Setelah misi aksi militer ini selesai apakah perang saudara di Libya akan berakhir? Tentu saja tidak. Apakah tentara Libya yang katanya melakukan kejahatan kepada rakyat sipil selama perang saudara ini akan berubah menjadi baik? Tentu saja tidak, bahkan dilaporkan saat ini tentara Libya melakukan praktek bumi hangus dan menyandera rakyat untuk dijadikan tameng hidup. Tetap saja perang saudara akan berlangsung dan korban di pihak sipil akan berjatuhan.

Satu-satunya cara adalah melenyapkan rejim Khadaffi secara fisik. Untuk itu diperlukan kekuatan darat pasukan koalisi. Presiden Obama sudah menyatakan tidak akan mengirim pasukan darat ke Libya, sedangkan perdana menteri Inggris David Cameron tidak secara eksplisit melarang pengerahan pasukan darat mereka. Pihak Perancis belum memberikan keputusan yang pasti. Tetapi yang pasti, serangan darat diperlukan kalau pasukan pemerintah Libya masih melanjutkan tindakan-tindakan represif kepada rakyat.
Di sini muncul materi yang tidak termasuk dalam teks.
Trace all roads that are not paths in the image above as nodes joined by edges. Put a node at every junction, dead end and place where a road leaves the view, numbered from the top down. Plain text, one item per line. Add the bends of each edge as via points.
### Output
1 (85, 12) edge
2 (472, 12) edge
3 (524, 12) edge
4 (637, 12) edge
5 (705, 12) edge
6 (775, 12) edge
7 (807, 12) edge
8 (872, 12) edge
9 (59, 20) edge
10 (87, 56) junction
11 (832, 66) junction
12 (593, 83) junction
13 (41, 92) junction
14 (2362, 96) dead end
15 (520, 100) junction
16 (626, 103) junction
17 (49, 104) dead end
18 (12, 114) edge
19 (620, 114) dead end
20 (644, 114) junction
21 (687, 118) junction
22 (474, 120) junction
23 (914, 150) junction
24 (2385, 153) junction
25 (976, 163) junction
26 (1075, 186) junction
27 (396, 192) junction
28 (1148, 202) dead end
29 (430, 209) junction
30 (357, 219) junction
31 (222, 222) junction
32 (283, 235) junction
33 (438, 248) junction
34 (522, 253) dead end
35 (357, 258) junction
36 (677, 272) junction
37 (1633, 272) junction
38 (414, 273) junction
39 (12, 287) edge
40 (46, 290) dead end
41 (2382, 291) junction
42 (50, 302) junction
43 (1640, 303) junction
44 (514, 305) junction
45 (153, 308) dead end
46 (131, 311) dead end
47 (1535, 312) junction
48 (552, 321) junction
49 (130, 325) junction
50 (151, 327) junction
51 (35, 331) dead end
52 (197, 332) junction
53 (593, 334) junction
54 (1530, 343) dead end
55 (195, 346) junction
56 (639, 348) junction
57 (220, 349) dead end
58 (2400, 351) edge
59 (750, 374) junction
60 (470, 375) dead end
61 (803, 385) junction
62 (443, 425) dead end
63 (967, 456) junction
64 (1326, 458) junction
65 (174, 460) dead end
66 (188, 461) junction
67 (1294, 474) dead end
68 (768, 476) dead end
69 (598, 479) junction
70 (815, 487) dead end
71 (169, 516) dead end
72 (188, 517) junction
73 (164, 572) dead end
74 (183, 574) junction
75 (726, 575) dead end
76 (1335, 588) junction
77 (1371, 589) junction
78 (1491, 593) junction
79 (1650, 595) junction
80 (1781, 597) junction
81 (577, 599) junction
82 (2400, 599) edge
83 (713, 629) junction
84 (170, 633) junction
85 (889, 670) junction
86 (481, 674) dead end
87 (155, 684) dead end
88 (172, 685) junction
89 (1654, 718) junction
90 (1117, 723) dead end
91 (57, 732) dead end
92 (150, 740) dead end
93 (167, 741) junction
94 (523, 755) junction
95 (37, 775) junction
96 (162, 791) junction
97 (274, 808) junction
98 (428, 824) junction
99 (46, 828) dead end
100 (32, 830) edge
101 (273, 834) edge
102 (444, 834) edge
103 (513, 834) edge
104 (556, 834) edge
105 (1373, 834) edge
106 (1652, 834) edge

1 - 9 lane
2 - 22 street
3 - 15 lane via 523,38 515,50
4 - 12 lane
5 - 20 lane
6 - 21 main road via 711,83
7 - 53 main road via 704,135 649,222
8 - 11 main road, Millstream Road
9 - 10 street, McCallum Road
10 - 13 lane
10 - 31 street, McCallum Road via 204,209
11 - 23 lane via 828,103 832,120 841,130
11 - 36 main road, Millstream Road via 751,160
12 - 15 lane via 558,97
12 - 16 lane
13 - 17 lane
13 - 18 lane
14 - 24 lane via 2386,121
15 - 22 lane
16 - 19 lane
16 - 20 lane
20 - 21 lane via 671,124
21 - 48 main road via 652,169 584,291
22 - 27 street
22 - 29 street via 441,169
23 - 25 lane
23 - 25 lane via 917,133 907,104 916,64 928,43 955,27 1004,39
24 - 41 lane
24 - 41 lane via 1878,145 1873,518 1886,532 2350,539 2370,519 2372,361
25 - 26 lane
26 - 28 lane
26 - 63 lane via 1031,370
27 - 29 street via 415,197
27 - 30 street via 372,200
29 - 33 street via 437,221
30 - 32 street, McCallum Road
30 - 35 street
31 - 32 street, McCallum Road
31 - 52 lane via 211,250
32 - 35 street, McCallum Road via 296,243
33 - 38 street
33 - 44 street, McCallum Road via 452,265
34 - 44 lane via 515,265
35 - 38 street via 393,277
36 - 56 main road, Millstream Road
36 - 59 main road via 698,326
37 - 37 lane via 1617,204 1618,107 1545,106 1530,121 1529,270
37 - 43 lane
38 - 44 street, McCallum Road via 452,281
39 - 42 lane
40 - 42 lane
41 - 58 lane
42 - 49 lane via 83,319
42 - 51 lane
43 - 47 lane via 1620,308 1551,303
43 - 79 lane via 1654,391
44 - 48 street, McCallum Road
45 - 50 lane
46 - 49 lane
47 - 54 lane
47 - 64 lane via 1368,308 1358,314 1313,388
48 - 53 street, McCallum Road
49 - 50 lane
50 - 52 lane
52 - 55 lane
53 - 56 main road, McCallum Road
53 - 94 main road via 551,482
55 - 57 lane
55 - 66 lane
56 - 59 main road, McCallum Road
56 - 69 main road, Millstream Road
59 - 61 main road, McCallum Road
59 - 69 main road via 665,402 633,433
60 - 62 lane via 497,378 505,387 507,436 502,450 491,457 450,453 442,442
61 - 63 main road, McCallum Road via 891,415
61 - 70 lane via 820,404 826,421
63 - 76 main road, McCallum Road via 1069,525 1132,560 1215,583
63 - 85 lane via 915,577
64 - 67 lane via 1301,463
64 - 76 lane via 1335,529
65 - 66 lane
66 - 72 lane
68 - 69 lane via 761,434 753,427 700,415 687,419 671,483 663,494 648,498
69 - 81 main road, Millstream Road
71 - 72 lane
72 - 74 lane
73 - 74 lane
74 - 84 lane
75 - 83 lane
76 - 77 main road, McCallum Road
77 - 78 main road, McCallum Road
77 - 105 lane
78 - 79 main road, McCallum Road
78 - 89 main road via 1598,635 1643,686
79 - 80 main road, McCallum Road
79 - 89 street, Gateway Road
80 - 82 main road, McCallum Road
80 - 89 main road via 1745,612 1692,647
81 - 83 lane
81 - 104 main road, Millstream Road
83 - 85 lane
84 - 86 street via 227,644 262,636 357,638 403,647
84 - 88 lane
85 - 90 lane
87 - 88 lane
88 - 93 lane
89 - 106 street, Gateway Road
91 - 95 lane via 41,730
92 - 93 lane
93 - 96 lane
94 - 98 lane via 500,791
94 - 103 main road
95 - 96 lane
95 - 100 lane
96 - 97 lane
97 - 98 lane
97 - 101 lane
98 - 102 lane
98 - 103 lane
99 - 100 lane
Kalau dari segi militer operasi pemboman Libya ini berhasil tetapi dari segi politik aksi ini tidak berhasil. Pihak Liga Arab, yang mendukung wilayah larangan terbang mengecam pemboman, Rusia dan China dua negara tetap DK PBB juga mengecam pemboman itu. Sedangkan Jerman dari awal tidak mau bersedia ikut dalam aksi pemboman hanya bersedia melakukan kegiatan pengintaian di udara. Terjadinya kesalahan target pemboman juga mulai mengundang reaksi dari negara-negara internasional.

Langkah pihak koalisi masih panjang dalam konflik di Libya ini termasuk langkah Amerika. Langkah yang sebenarnya tidak perlu diambil karena tidak ada alasan untuk menyerang Libya. Urusan dalam negeri Amerika saja sudah sedemikian banyaknya masih juga mau ditambah lagi dengan urusan lain.  Menyerang Libya hanya karena memenuhi permintaan bantuan dari Perancis dan Inggris bukan karena kepentingan Amerika sendiri adalah hal yang sangat tidak bisa dibenarkan.